### Exercise
Count every line in the entries that contains "down". Report that count alone.

### Stored data
§
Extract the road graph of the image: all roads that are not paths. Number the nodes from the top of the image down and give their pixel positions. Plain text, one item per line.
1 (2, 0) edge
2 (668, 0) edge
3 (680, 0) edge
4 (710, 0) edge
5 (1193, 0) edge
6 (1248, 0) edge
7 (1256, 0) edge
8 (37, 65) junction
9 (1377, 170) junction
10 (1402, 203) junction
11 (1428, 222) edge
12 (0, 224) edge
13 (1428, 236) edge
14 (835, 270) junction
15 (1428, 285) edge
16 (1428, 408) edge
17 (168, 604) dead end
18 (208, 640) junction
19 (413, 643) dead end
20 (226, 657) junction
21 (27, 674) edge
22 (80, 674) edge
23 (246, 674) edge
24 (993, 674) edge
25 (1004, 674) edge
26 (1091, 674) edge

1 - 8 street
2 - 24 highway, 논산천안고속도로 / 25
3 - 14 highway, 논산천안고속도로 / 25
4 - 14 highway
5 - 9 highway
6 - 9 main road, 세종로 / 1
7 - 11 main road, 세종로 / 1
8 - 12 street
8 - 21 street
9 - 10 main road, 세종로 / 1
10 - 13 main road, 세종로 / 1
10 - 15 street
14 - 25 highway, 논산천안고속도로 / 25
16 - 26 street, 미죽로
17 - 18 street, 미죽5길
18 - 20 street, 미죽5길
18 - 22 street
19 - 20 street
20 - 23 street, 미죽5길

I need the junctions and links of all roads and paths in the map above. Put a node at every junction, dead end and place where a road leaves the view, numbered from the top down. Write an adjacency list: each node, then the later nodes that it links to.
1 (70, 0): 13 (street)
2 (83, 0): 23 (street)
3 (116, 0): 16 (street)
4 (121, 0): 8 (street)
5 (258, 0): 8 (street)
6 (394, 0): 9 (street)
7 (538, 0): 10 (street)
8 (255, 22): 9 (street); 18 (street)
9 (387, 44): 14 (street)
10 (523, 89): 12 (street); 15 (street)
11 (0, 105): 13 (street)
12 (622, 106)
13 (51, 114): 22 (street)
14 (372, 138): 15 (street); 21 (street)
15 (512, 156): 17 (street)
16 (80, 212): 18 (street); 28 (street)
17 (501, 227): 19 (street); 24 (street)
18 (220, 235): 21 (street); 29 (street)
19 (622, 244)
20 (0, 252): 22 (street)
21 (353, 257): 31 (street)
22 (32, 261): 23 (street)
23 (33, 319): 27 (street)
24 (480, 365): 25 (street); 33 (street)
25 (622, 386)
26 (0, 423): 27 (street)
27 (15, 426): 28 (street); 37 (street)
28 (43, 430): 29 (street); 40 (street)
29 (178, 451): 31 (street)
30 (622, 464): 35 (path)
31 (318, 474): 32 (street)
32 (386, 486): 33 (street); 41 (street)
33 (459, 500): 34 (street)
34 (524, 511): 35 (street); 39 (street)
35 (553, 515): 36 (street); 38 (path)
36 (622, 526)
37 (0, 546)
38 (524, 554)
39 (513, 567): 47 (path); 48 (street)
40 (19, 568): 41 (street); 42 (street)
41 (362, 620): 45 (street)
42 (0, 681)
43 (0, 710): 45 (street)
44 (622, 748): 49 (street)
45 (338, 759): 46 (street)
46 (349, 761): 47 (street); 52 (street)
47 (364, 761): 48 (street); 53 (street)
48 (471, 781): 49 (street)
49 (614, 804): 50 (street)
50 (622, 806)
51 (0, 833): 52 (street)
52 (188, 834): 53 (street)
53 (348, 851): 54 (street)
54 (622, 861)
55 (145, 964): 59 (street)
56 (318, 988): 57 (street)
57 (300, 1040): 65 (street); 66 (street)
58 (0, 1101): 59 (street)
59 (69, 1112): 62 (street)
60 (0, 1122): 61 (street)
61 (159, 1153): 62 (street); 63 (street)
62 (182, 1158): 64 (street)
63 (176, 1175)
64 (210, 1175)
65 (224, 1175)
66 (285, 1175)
§
### Answer to the problem
2